By the end of this chapter, you should be able to:

  • Create a function expression
  • Write an immediately invoked function expression
  • Describe some use cases for immediately invoked function expressions
  • Define what closure is and where it can be used
  • Explain what recursion is and where it can be used

Creating Functions: 2 Different Ways​

We mentioned earlier that there are two ways to create functions.

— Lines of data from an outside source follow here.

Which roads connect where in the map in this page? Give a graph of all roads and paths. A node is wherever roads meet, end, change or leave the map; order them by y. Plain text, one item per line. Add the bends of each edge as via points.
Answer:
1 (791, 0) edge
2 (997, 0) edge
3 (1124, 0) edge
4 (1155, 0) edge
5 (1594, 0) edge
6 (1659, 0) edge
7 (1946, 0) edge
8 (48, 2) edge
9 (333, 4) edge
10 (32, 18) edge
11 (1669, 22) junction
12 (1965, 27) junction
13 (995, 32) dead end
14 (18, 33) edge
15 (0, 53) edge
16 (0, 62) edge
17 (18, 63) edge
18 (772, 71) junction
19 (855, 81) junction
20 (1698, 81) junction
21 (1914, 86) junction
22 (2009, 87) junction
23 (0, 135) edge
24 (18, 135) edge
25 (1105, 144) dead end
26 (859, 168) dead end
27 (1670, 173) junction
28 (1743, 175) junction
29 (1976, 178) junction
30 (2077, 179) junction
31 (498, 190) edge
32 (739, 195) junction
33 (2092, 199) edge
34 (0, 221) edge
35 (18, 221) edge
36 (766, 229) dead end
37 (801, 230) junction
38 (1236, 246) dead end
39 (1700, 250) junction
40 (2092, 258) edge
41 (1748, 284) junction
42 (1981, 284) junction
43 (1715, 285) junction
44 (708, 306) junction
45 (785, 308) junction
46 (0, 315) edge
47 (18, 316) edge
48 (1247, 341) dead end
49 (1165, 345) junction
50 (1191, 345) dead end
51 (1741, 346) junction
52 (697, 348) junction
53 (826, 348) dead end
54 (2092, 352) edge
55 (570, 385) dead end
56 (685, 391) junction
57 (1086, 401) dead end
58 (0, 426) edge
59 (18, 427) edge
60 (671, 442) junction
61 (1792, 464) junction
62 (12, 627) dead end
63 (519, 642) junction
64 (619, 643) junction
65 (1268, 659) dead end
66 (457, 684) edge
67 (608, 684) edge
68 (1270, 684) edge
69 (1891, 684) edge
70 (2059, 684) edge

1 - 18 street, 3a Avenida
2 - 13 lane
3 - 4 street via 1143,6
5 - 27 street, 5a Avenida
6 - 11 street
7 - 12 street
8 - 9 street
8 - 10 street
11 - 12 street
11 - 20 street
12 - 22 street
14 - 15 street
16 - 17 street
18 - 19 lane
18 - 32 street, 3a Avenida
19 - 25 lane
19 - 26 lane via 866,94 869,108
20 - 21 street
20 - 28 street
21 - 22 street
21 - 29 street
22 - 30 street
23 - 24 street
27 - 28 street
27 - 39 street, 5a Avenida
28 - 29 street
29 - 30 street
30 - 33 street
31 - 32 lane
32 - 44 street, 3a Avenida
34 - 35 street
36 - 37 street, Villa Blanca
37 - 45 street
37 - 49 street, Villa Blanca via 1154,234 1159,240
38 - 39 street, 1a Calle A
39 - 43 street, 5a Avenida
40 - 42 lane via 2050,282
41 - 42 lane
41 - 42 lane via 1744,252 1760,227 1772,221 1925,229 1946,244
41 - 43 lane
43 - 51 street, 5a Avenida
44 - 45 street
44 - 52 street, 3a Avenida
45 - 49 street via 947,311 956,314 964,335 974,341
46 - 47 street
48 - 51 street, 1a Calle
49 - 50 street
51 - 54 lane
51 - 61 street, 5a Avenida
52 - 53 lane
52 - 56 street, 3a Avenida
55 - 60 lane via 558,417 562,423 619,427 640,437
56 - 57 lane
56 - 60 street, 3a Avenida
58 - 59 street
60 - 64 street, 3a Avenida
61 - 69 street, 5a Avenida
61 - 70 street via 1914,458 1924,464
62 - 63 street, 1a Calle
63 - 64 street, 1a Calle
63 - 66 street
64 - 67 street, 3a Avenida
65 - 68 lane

The first is a function declaration:

function declaredFunction() {
return "I am a function declaration!";
}

The second is a function expression:

let expression = function () {
return "I am a function expression!";
};

So what is the difference between these two? One difference is that when we use a function expression, we do not assign a “name” to the function. A function’s name is the string of characters that come in between the function keyword and the set of parentheses (). The first function has a name, declaredFunction, but the second function, a function expression, does not have a name. The function without a name is called an anonymous function.

The second difference is a little more subtle. It has to do with how a variable gets created in your program. We will talk about the second difference in much more detail in the next chapter.

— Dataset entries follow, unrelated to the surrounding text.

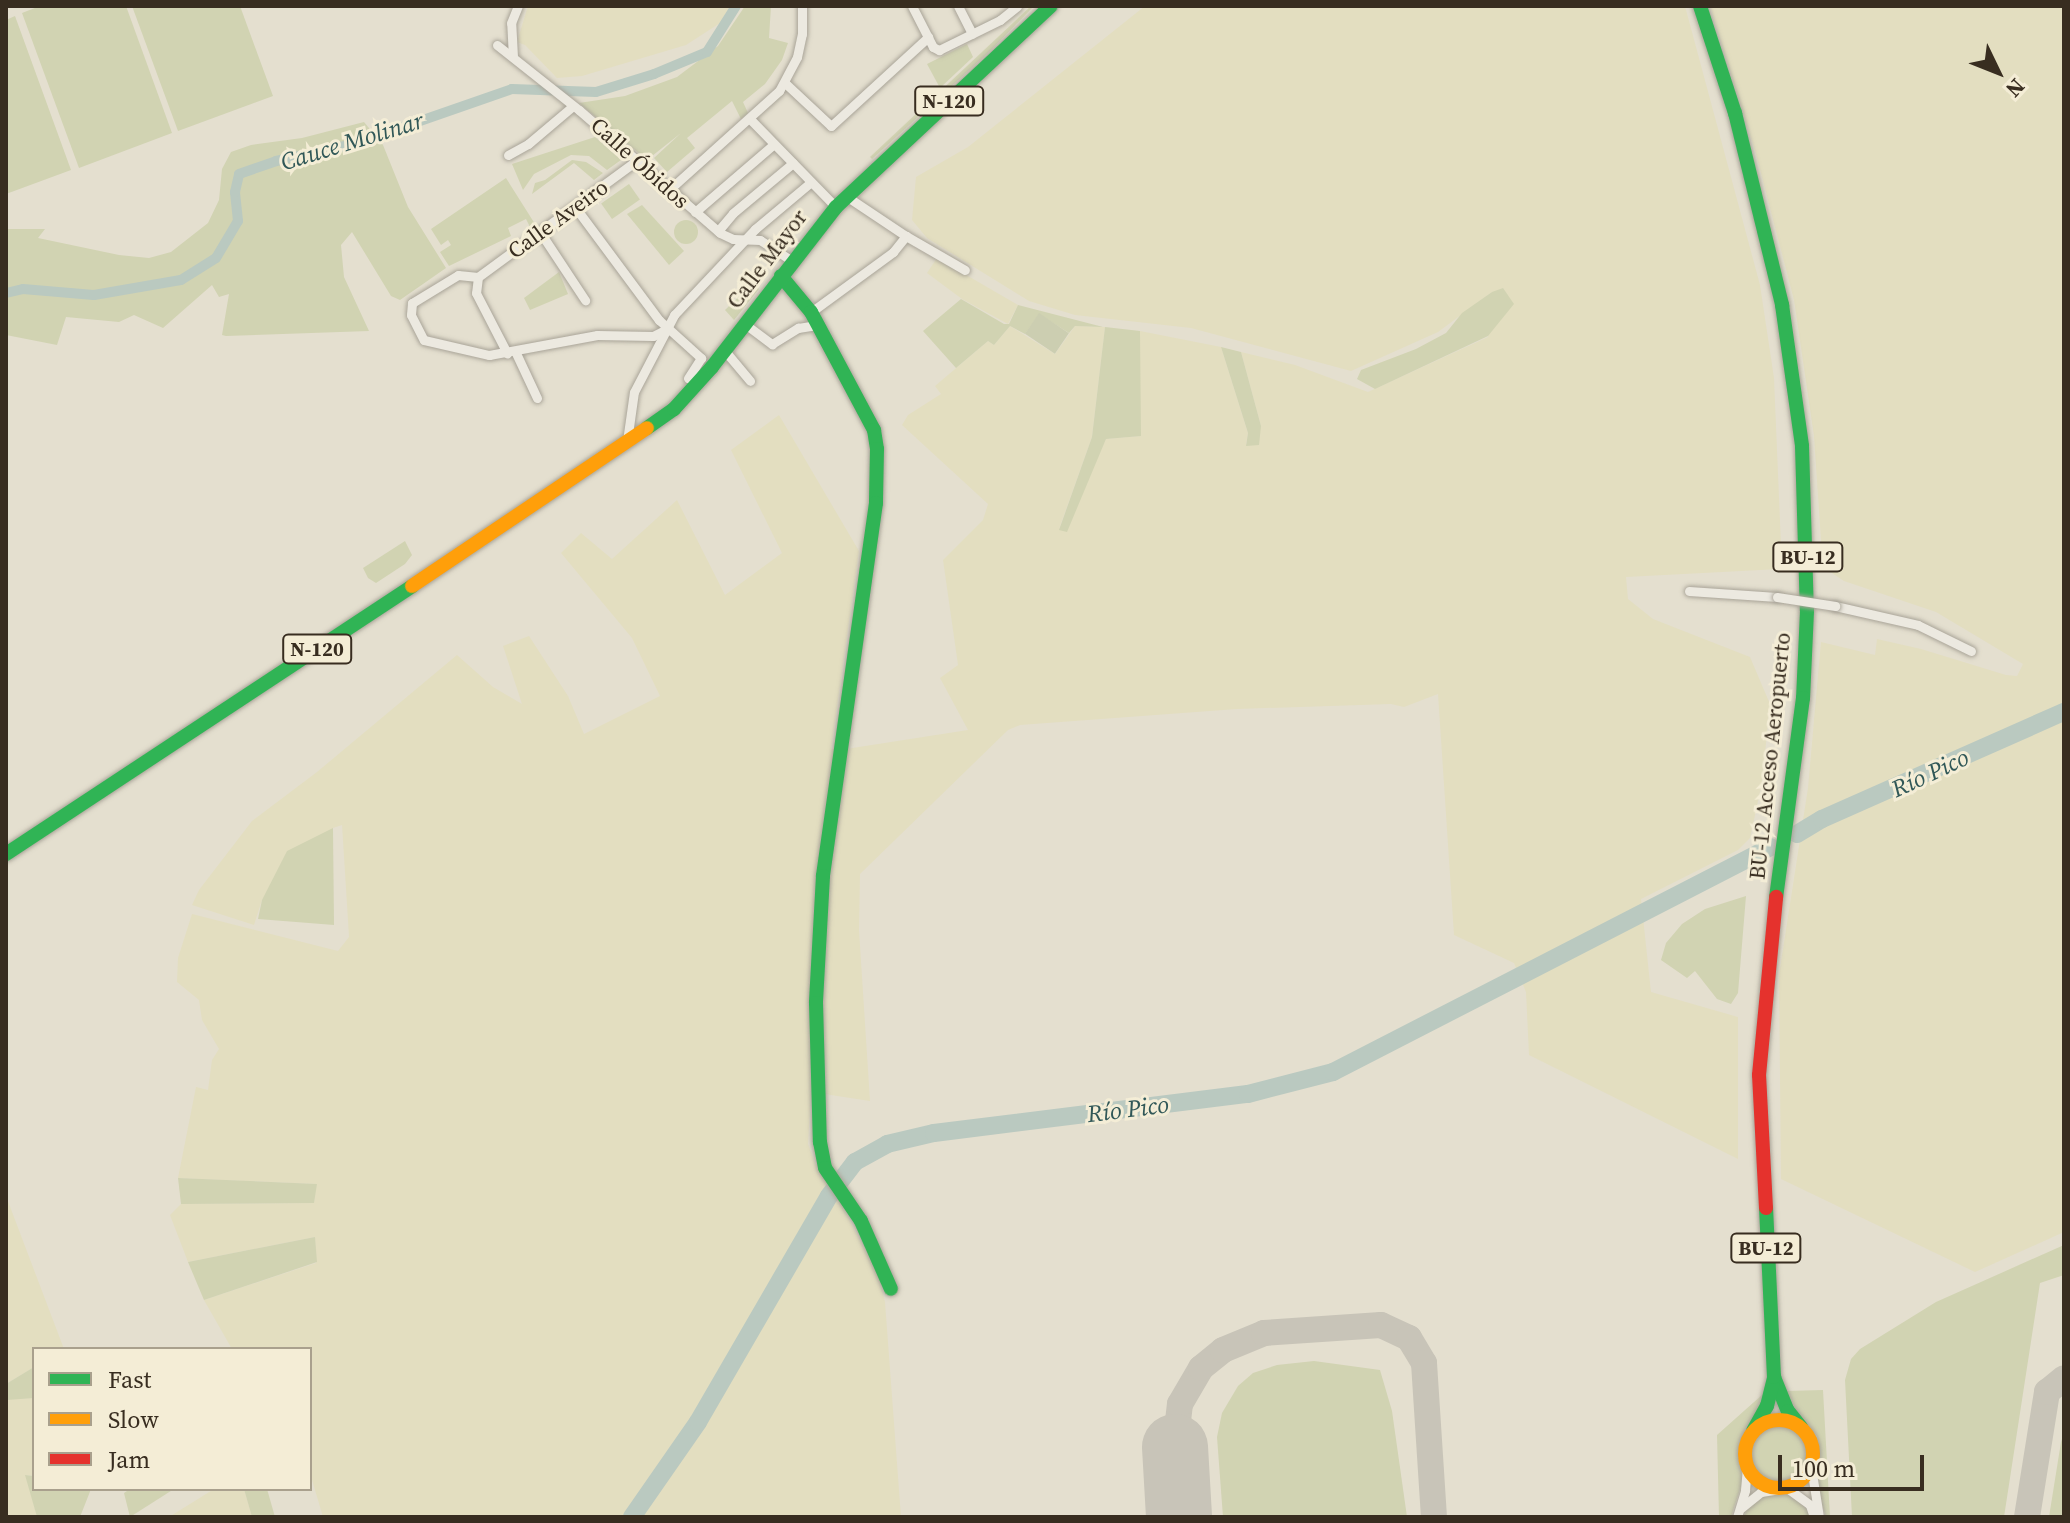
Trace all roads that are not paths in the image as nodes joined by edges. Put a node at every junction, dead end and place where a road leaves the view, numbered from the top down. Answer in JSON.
{"nodes":[{"id":1,"x":518,"y":6,"type":"edge"},
{"id":2,"x":802,"y":6,"type":"edge"},
{"id":3,"x":912,"y":6,"type":"edge"},
{"id":4,"x":958,"y":6,"type":"edge"},
{"id":5,"x":1017,"y":6,"type":"edge"},
{"id":6,"x":1041,"y":6,"type":"edge"},
{"id":7,"x":1051,"y":6,"type":"edge"},
{"id":8,"x":1700,"y":6,"type":"edge"},
{"id":9,"x":972,"y":34,"type":"junction"},
{"id":10,"x":928,"y":37,"type":"junction"},
{"id":11,"x":1013,"y":42,"type":"junction"},
{"id":12,"x":497,"y":45,"type":"dead end"},
{"id":13,"x":513,"y":57,"type":"junction"},
{"id":14,"x":785,"y":83,"type":"junction"},
{"id":15,"x":573,"y":106,"type":"junction"},
{"id":16,"x":751,"y":120,"type":"junction"},
{"id":17,"x":774,"y":144,"type":"junction"},
{"id":18,"x":508,"y":155,"type":"dead end"},
{"id":19,"x":637,"y":160,"type":"junction"},
{"id":20,"x":793,"y":163,"type":"junction"},
{"id":21,"x":811,"y":182,"type":"junction"},
{"id":22,"x":670,"y":189,"type":"junction"},
{"id":23,"x":841,"y":201,"type":"junction"},
{"id":24,"x":575,"y":207,"type":"junction"},
{"id":25,"x":695,"y":212,"type":"junction"},
{"id":26,"x":718,"y":231,"type":"junction"},
{"id":27,"x":540,"y":232,"type":"junction"},
{"id":28,"x":906,"y":236,"type":"junction"},
{"id":29,"x":746,"y":238,"type":"junction"},
{"id":30,"x":792,"y":261,"type":"junction"},
{"id":31,"x":965,"y":270,"type":"dead end"},
{"id":32,"x":781,"y":276,"type":"junction"},
{"id":33,"x":478,"y":277,"type":"junction"},
{"id":34,"x":585,"y":300,"type":"dead end"},
{"id":35,"x":814,"y":319,"type":"junction"},
{"id":36,"x":745,"y":324,"type":"junction"},
{"id":37,"x":667,"y":329,"type":"junction"},
{"id":38,"x":725,"y":351,"type":"junction"},
{"id":39,"x":511,"y":352,"type":"junction"},
{"id":40,"x":688,"y":378,"type":"dead end"},
{"id":41,"x":750,"y":381,"type":"dead end"},
{"id":42,"x":537,"y":398,"type":"dead end"},
{"id":43,"x":627,"y":444,"type":"junction"},
{"id":44,"x":1689,"y":591,"type":"dead end"},
{"id":45,"x":1971,"y":651,"type":"dead end"},
{"id":46,"x":6,"y":854,"type":"edge"},
{"id":47,"x":891,"y":1289,"type":"dead end"},
{"id":48,"x":1774,"y":1377,"type":"junction"},
{"id":49,"x":1802,"y":1429,"type":"junction"},
{"id":50,"x":1753,"y":1431,"type":"junction"},
{"id":51,"x":1811,"y":1467,"type":"junction"},
{"id":52,"x":1747,"y":1468,"type":"junction"},
{"id":53,"x":1783,"y":1489,"type":"junction"},
{"id":54,"x":1738,"y":1514,"type":"edge"},
{"id":55,"x":1816,"y":1517,"type":"edge"}],
"edges":[{"from":1,"to":13,"type":"street"},
{"from":2,"to":14,"type":"street"},
{"from":3,"to":10,"type":"street"},
{"from":4,"to":9,"type":"street"},
{"from":5,"to":9,"type":"street"},
{"from":6,"to":11,"type":"street"},
{"from":7,"to":11,"type":"main road","number":"N-120"},
{"from":8,"to":48,"type":"main road","name":"BU-12 Acceso Aeropuerto","number":"BU-12"},
{"from":9,"to":10,"type":"street"},
{"from":10,"to":14,"type":"street"},
{"from":11,"to":23,"type":"main road","number":"N-120"},
{"from":12,"to":13,"type":"street","name":"Calle Óbidos"},
{"from":13,"to":15,"type":"street","name":"Calle Óbidos"},
{"from":14,"to":16,"type":"street"},
{"from":15,"to":18,"type":"street"},
{"from":15,"to":19,"type":"street","name":"Calle Óbidos"},
{"from":16,"to":17,"type":"street"},
{"from":16,"to":22,"type":"street"},
{"from":17,"to":20,"type":"street"},
{"from":17,"to":25,"type":"street"},
{"from":19,"to":22,"type":"street","name":"Calle Óbidos"},
{"from":19,"to":24,"type":"street","name":"Calle Aveiro"},
{"from":20,"to":21,"type":"street"},
{"from":20,"to":26,"type":"street"},
{"from":21,"to":23,"type":"street"},
{"from":21,"to":29,"type":"street"},
{"from":22,"to":25,"type":"street","name":"Calle Óbidos"},
{"from":23,"to":28,"type":"street"},
{"from":23,"to":30,"type":"main road","name":"Calle Mayor","number":"N-120"},
{"from":24,"to":27,"type":"street","name":"Calle Aveiro"},
{"from":24,"to":37,"type":"street"},
{"from":25,"to":26,"type":"street","name":"Calle Óbidos"},
{"from":26,"to":29,"type":"street","name":"Calle Óbidos"},
{"from":27,"to":33,"type":"street","name":"Calle Aveiro"},
{"from":27,"to":34,"type":"street"},
{"from":28,"to":31,"type":"street"},
{"from":28,"to":35,"type":"street"},
{"from":29,"to":30,"type":"street","name":"Calle Óbidos"},
{"from":29,"to":37,"type":"street"},
{"from":30,"to":32,"type":"main road","name":"Calle Mayor","number":"N-120"},
{"from":32,"to":35,"type":"main road"},
{"from":32,"to":36,"type":"main road","name":"Calle Mayor","number":"N-120"},
{"from":33,"to":39,"type":"street"},
{"from":33,"to":39,"type":"street"},
{"from":35,"to":36,"type":"street"},
{"from":35,"to":47,"type":"main road"},
{"from":36,"to":38,"type":"main road","name":"Calle Mayor","number":"N-120"},
{"from":37,"to":39,"type":"street"},
{"from":37,"to":40,"type":"street"},
{"from":37,"to":43,"type":"street"},
{"from":38,"to":41,"type":"street"},
{"from":38,"to":43,"type":"main road","name":"Calle Mayor","number":"N-120"},
{"from":39,"to":42,"type":"street"},
{"from":43,"to":46,"type":"main road","number":"N-120"},
{"from":44,"to":45,"type":"street","bridge":true},
{"from":48,"to":49,"type":"main road","name":"BU-12 Acceso Aeropuerto","number":"BU-12"},
{"from":48,"to":50,"type":"main road","name":"BU-12 Acceso Aeropuerto","number":"BU-12"},
{"from":49,"to":50,"type":"main road"},
{"from":49,"to":51,"type":"main road","number":"BU-12"},
{"from":50,"to":52,"type":"main road","number":"BU-12"},
{"from":51,"to":53,"type":"main road"},
{"from":51,"to":55,"type":"street"},
{"from":52,"to":53,"type":"main road"},
{"from":52,"to":54,"type":"street"},
{"from":53,"to":54,"type":"street"},
{"from":53,"to":55,"type":"street"}]}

IIFE: Immediately Invoked Function Expressions​

An immediately invoked function expression (IIFE for short) is a function which immediately gets called after it is written. To create an IIFE, simply wrap your anonymous function in parentheses, and then call the function:

(function () {
let person = "Elie";
return person;
})();

The example defines an anonymous function that is immediately invoked. Therefore, the function executes and returns “Elie”. We can even save the result of the immediately invoked function expression:

let result = (function () {
let person = "Elie";
return person;
})();

console.log(result);

(Note: the parenthesis around the function declaration are not optional! If you don’t include them, you’ll get a SyntaxError. You should verify this for yourself.)

IIFEs That Return Objects​

One common use case for immediately invoked function expressions is to return an object. For example, you may have an object that has information about a person:

let personObject = (function () {
return {
name: "Tim",
age: 32,
occupation: "developer",
hobbies: "sailing",
};
})();

After the code is executed, the personObject is equal to the object that was returned from the anonymous function. We can now use the object:

personObject.name; // returns "Tim"
personObject.age; // returns 32
personObject.occupation; // returns "developer"
personObject.hobbies; // returns "sailing"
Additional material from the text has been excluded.